- Opening Delimiter -
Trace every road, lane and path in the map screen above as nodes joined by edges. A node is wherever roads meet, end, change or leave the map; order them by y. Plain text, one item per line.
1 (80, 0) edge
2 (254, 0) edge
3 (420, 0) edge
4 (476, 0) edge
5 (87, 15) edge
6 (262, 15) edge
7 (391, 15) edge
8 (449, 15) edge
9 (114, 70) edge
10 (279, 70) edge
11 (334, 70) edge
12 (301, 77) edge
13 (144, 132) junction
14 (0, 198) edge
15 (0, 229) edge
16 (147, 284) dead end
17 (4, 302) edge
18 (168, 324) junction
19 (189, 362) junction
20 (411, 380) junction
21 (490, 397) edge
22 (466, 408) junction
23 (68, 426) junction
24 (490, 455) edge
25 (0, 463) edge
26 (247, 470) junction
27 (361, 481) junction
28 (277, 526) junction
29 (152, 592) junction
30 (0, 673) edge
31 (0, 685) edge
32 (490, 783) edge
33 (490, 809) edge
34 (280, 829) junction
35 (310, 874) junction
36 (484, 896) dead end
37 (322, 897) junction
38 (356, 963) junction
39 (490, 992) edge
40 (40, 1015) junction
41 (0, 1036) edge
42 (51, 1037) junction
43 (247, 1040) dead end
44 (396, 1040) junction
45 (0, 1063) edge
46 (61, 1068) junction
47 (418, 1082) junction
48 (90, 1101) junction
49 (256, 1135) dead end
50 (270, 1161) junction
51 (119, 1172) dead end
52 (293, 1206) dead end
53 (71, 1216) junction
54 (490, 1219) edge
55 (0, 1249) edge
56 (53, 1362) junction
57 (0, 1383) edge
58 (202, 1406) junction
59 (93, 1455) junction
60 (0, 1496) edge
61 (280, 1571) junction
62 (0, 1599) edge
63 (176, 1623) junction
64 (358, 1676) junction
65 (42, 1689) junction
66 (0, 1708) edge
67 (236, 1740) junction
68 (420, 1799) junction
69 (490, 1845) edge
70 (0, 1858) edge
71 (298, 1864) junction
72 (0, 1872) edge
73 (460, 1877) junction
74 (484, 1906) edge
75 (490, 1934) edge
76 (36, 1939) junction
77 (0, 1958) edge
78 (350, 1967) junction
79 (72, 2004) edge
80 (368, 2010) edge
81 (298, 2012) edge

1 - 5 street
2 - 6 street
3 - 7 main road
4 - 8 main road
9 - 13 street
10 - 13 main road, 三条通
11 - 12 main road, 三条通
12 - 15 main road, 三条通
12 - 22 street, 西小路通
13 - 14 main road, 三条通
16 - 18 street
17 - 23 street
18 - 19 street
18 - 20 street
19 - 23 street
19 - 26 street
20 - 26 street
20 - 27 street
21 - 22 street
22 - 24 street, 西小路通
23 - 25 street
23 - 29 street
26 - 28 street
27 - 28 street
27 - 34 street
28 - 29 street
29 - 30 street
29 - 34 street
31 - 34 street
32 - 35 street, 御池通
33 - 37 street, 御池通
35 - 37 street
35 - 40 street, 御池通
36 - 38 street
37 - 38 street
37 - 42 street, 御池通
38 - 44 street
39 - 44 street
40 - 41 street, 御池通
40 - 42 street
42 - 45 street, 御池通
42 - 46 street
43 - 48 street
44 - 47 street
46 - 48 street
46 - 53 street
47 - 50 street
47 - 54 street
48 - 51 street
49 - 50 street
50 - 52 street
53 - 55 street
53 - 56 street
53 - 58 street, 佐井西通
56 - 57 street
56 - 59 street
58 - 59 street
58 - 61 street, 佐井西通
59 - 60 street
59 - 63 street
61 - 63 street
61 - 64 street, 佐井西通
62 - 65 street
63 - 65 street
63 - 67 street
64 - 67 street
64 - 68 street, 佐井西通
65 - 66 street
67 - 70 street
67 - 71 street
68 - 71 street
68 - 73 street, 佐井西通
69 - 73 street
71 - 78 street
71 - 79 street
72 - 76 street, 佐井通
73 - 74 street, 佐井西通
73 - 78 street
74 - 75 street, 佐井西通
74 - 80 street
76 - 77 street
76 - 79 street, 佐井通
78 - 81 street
- Closing Delimiter -
Work required: Retype the records above exactly.

Output below:
Trace every road, lane and path in the map screen above as nodes joined by edges. A node is wherever roads meet, end, change or leave the map; order them by y. Plain text, one item per line.
1 (80, 0) edge
2 (254, 0) edge
3 (420, 0) edge
4 (476, 0) edge
5 (87, 15) edge
6 (262, 15) edge
7 (391, 15) edge
8 (449, 15) edge
9 (114, 70) edge
10 (279, 70) edge
11 (334, 70) edge
12 (301, 77) edge
13 (144, 132) junction
14 (0, 198) edge
15 (0, 229) edge
16 (147, 284) dead end
17 (4, 302) edge
18 (168, 324) junction
19 (189, 362) junction
20 (411, 380) junction
21 (490, 397) edge
22 (466, 408) junction
23 (68, 426) junction
24 (490, 455) edge
25 (0, 463) edge
26 (247, 470) junction
27 (361, 481) junction
28 (277, 526) junction
29 (152, 592) junction
30 (0, 673) edge
31 (0, 685) edge
32 (490, 783) edge
33 (490, 809) edge
34 (280, 829) junction
35 (310, 874) junction
36 (484, 896) dead end
37 (322, 897) junction
38 (356, 963) junction
39 (490, 992) edge
40 (40, 1015) junction
41 (0, 1036) edge
42 (51, 1037) junction
43 (247, 1040) dead end
44 (396, 1040) junction
45 (0, 1063) edge
46 (61, 1068) junction
47 (418, 1082) junction
48 (90, 1101) junction
49 (256, 1135) dead end
50 (270, 1161) junction
51 (119, 1172) dead end
52 (293, 1206) dead end
53 (71, 1216) junction
54 (490, 1219) edge
55 (0, 1249) edge
56 (53, 1362) junction
57 (0, 1383) edge
58 (202, 1406) junction
59 (93, 1455) junction
60 (0, 1496) edge
61 (280, 1571) junction
62 (0, 1599) edge
63 (176, 1623) junction
64 (358, 1676) junction
65 (42, 1689) junction
66 (0, 1708) edge
67 (236, 1740) junction
68 (420, 1799) junction
69 (490, 1845) edge
70 (0, 1858) edge
71 (298, 1864) junction
72 (0, 1872) edge
73 (460, 1877) junction
74 (484, 1906) edge
75 (490, 1934) edge
76 (36, 1939) junction
77 (0, 1958) edge
78 (350, 1967) junction
79 (72, 2004) edge
80 (368, 2010) edge
81 (298, 2012) edge

1 - 5 street
2 - 6 street
3 - 7 main road
4 - 8 main road
9 - 13 street
10 - 13 main road, 三条通
11 - 12 main road, 三条通
12 - 15 main road, 三条通
12 - 22 street, 西小路通
13 - 14 main road, 三条通
16 - 18 street
17 - 23 street
18 - 19 street
18 - 20 street
19 - 23 street
19 - 26 street
20 - 26 street
20 - 27 street
21 - 22 street
22 - 24 street, 西小路通
23 - 25 street
23 - 29 street
26 - 28 street
27 - 28 street
27 - 34 street
28 - 29 street
29 - 30 street
29 - 34 street
31 - 34 street
32 - 35 street, 御池通
33 - 37 street, 御池通
35 - 37 street
35 - 40 street, 御池通
36 - 38 street
37 - 38 street
37 - 42 street, 御池通
38 - 44 street
39 - 44 street
40 - 41 street, 御池通
40 - 42 street
42 - 45 street, 御池通
42 - 46 street
43 - 48 street
44 - 47 street
46 - 48 street
46 - 53 street
47 - 50 street
47 - 54 street
48 - 51 street
49 - 50 street
50 - 52 street
53 - 55 street
53 - 56 street
53 - 58 street, 佐井西通
56 - 57 street
56 - 59 street
58 - 59 street
58 - 61 street, 佐井西通
59 - 60 street
59 - 63 street
61 - 63 street
61 - 64 street, 佐井西通
62 - 65 street
63 - 65 street
63 - 67 street
64 - 67 street
64 - 68 street, 佐井西通
65 - 66 street
67 - 70 street
67 - 71 street
68 - 71 street
68 - 73 street, 佐井西通
69 - 73 street
71 - 78 street
71 - 79 street
72 - 76 street, 佐井通
73 - 74 street, 佐井西通
73 - 78 street
74 - 75 street, 佐井西通
74 - 80 street
76 - 77 street
76 - 79 street, 佐井通
78 - 81 street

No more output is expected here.